---------- Dataset content

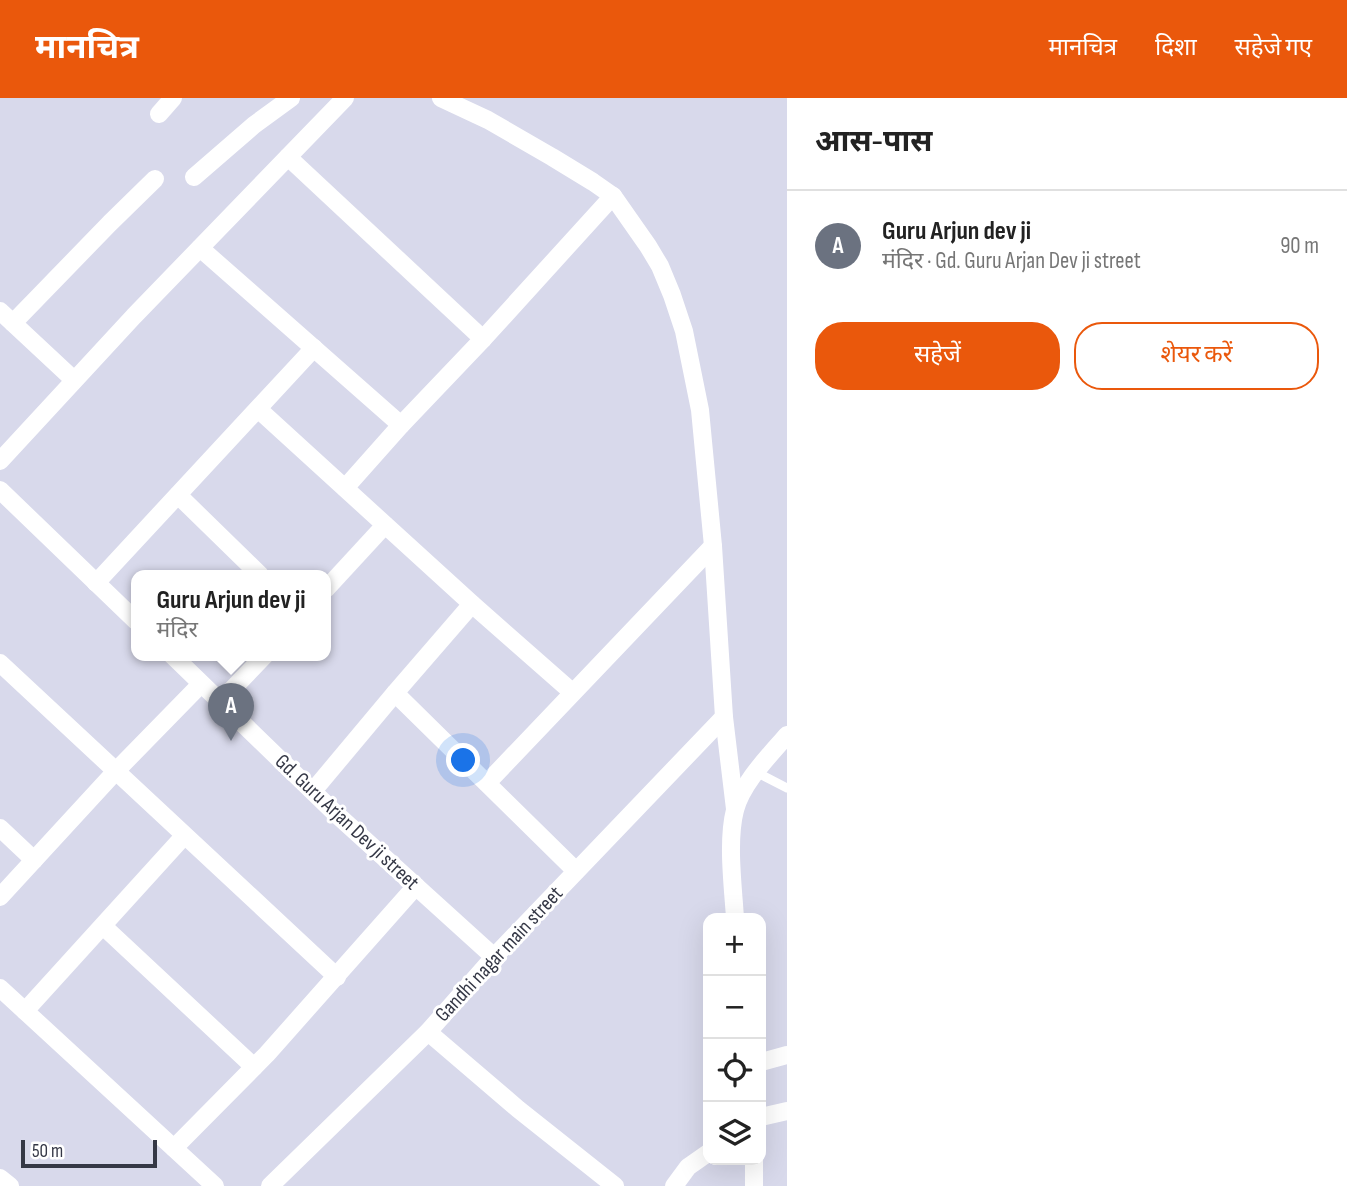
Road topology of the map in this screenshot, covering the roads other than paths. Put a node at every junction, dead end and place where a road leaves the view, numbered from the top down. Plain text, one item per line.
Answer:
1 (173, 98) edge
2 (291, 98) edge
3 (345, 98) edge
4 (441, 98) edge
5 (159, 114) dead end
6 (288, 157) junction
7 (194, 177) dead end
8 (155, 179) dead end
9 (612, 196) junction
10 (200, 248) junction
11 (7, 317) edge
12 (483, 339) junction
13 (314, 348) junction
14 (75, 380) junction
15 (258, 409) junction
16 (401, 425) junction
17 (0, 461) edge
18 (345, 488) junction
19 (0, 490) edge
20 (178, 495) junction
21 (385, 525) junction
22 (713, 546) junction
23 (255, 570) edge
24 (96, 583) junction
25 (331, 584) edge
26 (471, 604) junction
27 (131, 616) edge
28 (178, 661) edge
29 (259, 661) edge
30 (0, 663) edge
31 (201, 684) junction
32 (572, 692) junction
33 (395, 693) junction
34 (220, 702) junction
35 (724, 717) junction
36 (787, 735) edge
37 (115, 772) junction
38 (756, 772) junction
39 (487, 783) junction
40 (787, 788) edge
41 (313, 792) junction
42 (735, 809) junction
43 (0, 828) edge
44 (184, 836) junction
45 (34, 860) junction
46 (576, 871) junction
47 (416, 887) junction
48 (0, 897) edge
49 (735, 913) edge
50 (103, 926) junction
51 (494, 957) junction
52 (337, 977) junction
53 (0, 988) edge
54 (25, 1011) junction
55 (428, 1032) junction
56 (787, 1055) edge
57 (766, 1061) edge
58 (254, 1067) junction
59 (787, 1111) edge
60 (766, 1116) edge
61 (174, 1148) junction
62 (703, 1156) edge
63 (754, 1165) edge
64 (0, 1178) edge
65 (274, 1185) edge
66 (10, 1186) edge
67 (215, 1186) edge
68 (615, 1186) edge
69 (674, 1186) edge
70 (754, 1186) edge

1 - 5 street
2 - 7 street
3 - 6 street
4 - 9 street
6 - 10 street
6 - 12 street
8 - 11 street
9 - 12 street
9 - 22 street
10 - 13 street
10 - 14 street
11 - 14 street
12 - 16 street
13 - 15 street
13 - 16 street
14 - 17 street
15 - 18 street
15 - 20 street
16 - 18 street
18 - 21 street
19 - 24 street
20 - 23 street
20 - 24 street
21 - 25 street
21 - 26 street
22 - 32 street
22 - 35 street
24 - 27 street
26 - 32 street
26 - 33 street
28 - 31 street, Gd. Guru Arjan Dev ji street
29 - 34 street
30 - 37 street
31 - 34 street, Gd. Guru Arjan Dev ji street
31 - 37 street
32 - 39 street
33 - 39 street
33 - 41 street
34 - 41 street, Gd. Guru Arjan Dev ji street
35 - 42 street
35 - 46 street, Gandhi nagar main street
36 - 38 street
37 - 44 street
37 - 45 street
38 - 40 lane
38 - 42 street
39 - 46 street
41 - 47 street, Gd. Guru Arjan Dev ji street
42 - 49 street
43 - 45 street
44 - 50 street
44 - 52 street
45 - 48 street
46 - 51 street, Gandhi nagar main street
47 - 51 street, Gd. Guru Arjan Dev ji street
47 - 52 street
50 - 54 street
50 - 58 street
51 - 55 street, Gandhi nagar main street
52 - 58 street
53 - 54 street
54 - 61 street
55 - 65 street, Gandhi nagar main street
55 - 68 street
56 - 57 street
58 - 61 street
59 - 60 street
61 - 67 street
62 - 69 street
63 - 70 street
64 - 66 street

--------------------

▸ **Action item**: Count the lines above that contain the word "dead". Write only the number.

▸ **The answer**: 4